Zach and Sam are delighted, but the audience is aware, courtesy of Zach’s always-on camcorder, that the couple have been abducted by a quasi-religious sect during their honeymoon, and soon Sam’s pregnancy is disturbed by traumatic events.

Directed by Matt Bettinelli-Olpin and Tyler Gillett, the movie plays out like Rosemary’s Baby (1968) remade for the Paranormal Activity generation, as most of the story comes to us via camcorder, CCTV, or footage from cameras installed in Zach’s and Sam’s home without their knowledge. It’s a solidly effective horror, but the director’s use of camera perspectives from outside of the ‘found footage’ parameters they established early on jars at crucial moments. Gilford and Miller make for a likeable leading pair, their chemistry strong enough to survive what seems extensive ad-libbing for the camcorder, but their good work is undermined by the unintentionally creepy, cod-Freudian repulsion at the inner workings of a pregnant woman’s body.

Rightly regarded as a classic today, The Night of the Hunter (1955) was so savaged by the critics on its release that Charles Laughton, a wonderful character actor making his directorial debut, never directed another film.
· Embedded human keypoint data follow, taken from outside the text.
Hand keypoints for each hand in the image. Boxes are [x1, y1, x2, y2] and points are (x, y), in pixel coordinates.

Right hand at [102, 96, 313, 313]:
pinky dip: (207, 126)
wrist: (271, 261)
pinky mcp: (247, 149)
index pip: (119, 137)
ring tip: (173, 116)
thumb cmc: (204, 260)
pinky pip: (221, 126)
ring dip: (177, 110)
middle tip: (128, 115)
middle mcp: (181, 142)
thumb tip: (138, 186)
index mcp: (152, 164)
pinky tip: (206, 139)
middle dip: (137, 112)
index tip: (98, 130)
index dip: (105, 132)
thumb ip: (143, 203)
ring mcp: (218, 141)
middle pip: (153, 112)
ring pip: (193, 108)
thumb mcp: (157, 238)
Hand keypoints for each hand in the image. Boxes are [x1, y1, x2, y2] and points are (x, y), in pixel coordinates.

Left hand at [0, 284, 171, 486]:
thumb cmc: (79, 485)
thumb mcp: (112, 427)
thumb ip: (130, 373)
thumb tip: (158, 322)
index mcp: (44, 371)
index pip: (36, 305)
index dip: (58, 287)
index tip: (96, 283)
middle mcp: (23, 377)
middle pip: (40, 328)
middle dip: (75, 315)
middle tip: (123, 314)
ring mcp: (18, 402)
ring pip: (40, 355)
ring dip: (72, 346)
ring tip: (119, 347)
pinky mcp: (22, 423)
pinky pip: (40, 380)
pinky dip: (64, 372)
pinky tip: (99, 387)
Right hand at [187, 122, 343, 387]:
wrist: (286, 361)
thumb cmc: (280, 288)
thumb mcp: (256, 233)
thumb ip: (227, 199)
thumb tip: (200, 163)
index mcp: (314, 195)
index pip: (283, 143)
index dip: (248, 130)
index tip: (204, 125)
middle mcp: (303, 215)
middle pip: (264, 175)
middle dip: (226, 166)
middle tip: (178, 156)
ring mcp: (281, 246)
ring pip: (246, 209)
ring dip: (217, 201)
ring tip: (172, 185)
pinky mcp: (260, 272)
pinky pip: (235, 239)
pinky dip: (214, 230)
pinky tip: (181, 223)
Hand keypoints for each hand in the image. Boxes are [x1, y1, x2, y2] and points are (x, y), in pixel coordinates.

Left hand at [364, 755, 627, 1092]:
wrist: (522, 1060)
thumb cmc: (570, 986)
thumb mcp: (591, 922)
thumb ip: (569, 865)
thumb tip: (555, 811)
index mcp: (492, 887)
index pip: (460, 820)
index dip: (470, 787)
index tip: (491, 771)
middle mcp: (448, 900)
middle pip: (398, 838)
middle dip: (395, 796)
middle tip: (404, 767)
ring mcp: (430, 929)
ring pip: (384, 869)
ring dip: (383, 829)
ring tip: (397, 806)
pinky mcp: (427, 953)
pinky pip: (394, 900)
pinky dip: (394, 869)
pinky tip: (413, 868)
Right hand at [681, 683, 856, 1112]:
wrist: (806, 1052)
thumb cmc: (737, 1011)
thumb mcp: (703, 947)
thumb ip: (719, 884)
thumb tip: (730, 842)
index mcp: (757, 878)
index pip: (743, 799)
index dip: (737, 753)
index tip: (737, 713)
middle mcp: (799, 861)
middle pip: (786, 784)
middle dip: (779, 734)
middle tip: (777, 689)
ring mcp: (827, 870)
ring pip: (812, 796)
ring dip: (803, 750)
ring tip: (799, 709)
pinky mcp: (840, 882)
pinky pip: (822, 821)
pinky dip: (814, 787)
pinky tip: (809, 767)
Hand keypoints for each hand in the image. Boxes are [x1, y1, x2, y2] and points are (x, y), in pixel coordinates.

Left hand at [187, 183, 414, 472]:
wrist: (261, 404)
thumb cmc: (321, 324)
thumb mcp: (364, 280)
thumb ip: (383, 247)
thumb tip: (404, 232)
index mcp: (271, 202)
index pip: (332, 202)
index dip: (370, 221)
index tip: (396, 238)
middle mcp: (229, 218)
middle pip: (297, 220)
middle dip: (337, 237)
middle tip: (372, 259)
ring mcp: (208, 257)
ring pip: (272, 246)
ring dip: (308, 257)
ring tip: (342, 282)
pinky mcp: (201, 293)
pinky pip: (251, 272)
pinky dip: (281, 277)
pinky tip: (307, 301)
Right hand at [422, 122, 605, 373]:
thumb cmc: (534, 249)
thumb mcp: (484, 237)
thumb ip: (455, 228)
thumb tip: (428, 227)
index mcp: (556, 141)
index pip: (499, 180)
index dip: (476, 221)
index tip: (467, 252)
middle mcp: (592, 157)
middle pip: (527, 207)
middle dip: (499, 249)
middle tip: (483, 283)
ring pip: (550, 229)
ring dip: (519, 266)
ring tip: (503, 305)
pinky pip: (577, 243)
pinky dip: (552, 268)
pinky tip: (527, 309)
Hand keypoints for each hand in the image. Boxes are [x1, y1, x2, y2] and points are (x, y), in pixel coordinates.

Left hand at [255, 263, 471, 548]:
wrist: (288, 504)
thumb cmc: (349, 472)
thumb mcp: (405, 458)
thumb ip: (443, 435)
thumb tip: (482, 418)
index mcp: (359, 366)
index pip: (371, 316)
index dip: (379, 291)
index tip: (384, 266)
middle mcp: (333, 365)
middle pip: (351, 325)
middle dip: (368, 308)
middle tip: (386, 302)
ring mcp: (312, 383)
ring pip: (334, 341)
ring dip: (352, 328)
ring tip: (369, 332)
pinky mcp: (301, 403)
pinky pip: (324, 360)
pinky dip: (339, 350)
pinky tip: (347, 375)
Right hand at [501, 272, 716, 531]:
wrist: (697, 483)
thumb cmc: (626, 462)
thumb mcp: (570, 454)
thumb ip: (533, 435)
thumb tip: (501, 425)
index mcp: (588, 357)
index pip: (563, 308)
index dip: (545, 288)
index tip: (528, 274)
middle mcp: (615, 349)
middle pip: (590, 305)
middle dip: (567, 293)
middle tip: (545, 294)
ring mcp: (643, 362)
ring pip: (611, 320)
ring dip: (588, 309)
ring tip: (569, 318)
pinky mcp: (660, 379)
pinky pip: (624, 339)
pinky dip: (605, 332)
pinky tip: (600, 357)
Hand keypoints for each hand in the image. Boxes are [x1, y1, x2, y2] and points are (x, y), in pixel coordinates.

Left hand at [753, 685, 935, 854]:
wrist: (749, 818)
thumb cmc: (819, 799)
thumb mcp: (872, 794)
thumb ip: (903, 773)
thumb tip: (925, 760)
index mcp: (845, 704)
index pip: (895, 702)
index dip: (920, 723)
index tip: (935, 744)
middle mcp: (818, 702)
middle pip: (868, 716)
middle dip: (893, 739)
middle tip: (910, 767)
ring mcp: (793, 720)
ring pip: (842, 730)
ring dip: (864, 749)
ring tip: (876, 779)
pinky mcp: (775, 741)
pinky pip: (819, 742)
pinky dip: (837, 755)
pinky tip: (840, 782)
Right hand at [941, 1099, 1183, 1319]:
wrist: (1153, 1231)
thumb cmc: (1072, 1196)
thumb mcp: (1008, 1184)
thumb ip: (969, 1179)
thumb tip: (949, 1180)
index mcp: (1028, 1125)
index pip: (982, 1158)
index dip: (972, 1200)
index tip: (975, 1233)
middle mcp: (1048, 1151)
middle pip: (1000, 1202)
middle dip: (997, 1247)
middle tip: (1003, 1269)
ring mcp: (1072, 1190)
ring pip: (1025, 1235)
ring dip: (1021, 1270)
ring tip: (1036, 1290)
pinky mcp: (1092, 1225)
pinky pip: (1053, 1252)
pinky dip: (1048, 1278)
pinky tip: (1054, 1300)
Robert Mitchum is masterful as the chillingly charismatic Reverend Harry Powell, who marries the widow (Shelley Winters) of a former cell-mate, in the belief that she knows where the dead man has stashed his loot, and then pursues her two young children across a desolate, Depression-era landscape as they escape from his lethal clutches (the ‘love’ and ‘hate’ tattooed on Powell’s knuckles are iconic). Mitchum is disturbingly brilliant as the sleepy-eyed killer who preaches God and practices a soulless immorality, while silent-movie star Lillian Gish co-stars as a flesh-and-blood guardian angel, the yin to Powell’s yang, in a haunting tale (adapted by James Agee from Davis Grubb’s novel) that is a blend of crime, horror and dark fairytale. Stunningly shot by cinematographer Stanley Cortez, the film is a masterpiece of Southern Gothic surrealism. Don’t miss this rare opportunity to see it on the big screen; the children’s night-time escape by rowboat from a raging Powell is worth the price of admission alone (IFI only).